Office 365 certainly has its plusses and minuses, and one of the areas that clearly falls in the latter category is how O365 handles mail-enabled security groups.
Consider the following scenario:
- You have an on-premise Active Directory sync’d to O365/Azure via ADSync.
- You have an on-premise security group that you mail-enable, creating an e-mail address @yourdomain.com.
- This mail-enabled group syncs to O365, and then exists in Exchange Online.
- You then mail-disable the group on-premise and wait for the change to sync to Exchange Online.
Logic would dictate that once the mail-enabled attribute was removed from the group, it would disappear from Exchange Online. Of course it’s not that simple.
What you will instead find is that the security group still shows in Exchange Online, however it now has a proxy address @yourdomain.onmicrosoft.com. It will also continue to be visible in both the online and offline address books.
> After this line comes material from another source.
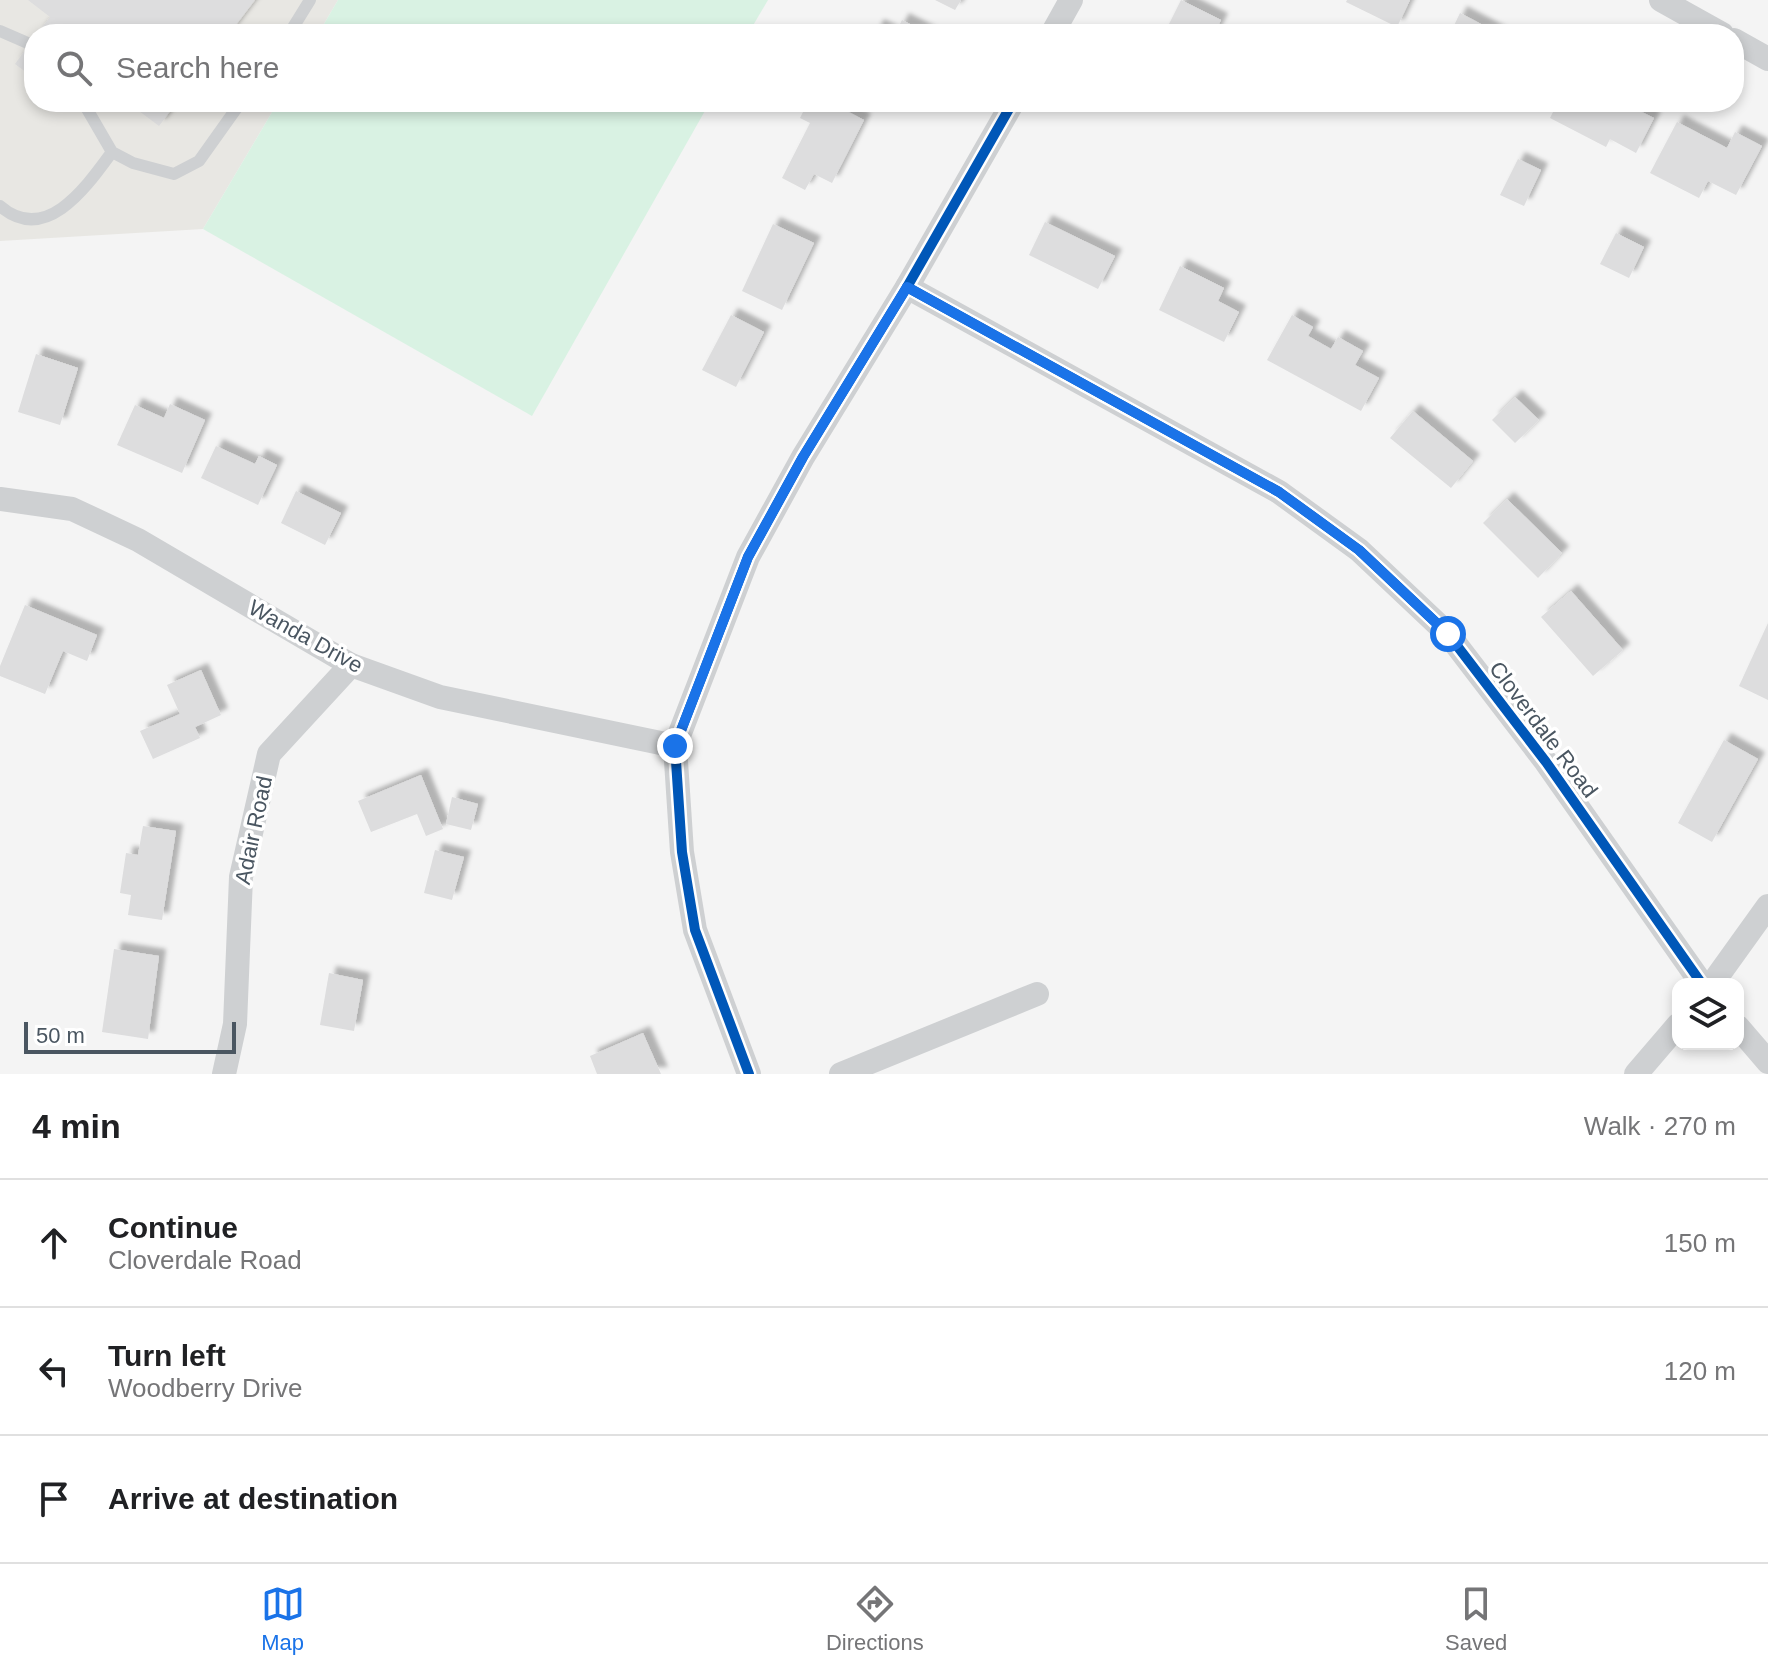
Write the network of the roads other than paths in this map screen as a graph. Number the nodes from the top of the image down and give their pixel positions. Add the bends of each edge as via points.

If you are trying to move groups to the cloud and/or cleanup your distribution lists, this can cause confusion.
The fix fortunately is easy, but it’s an extra step that shouldn’t be necessary IMO. Credit to Tim McMichael’s TechNet post for the details.
The process to properly remove a mail-enabled security group from Exchange Online is as follows:
- On-Premise, remove the mail-enabled attribute from the group using the Disable-DistributionGroup PowerShell command.
- On Exchange Online, find the group via Get-MsolGroup –SearchString “Group Name”.
- Once you’ve confirmed you have the right group, remove it via Get-MsolGroup –SearchString “Group Name” | Remove-MsolGroup
This will finally remove it from Exchange Online and your address books.
EDIT: There is a major caveat here to be aware of. If you are using mail-enabled security groups to grant permissions to shared calendars, you CANNOT remove the mail attributes or you will break access permissions. In that situation I would advise simply hiding the list from the address book.
For a product that makes things so much simpler on the instructional side, it certainly has complicated life on the network admin side.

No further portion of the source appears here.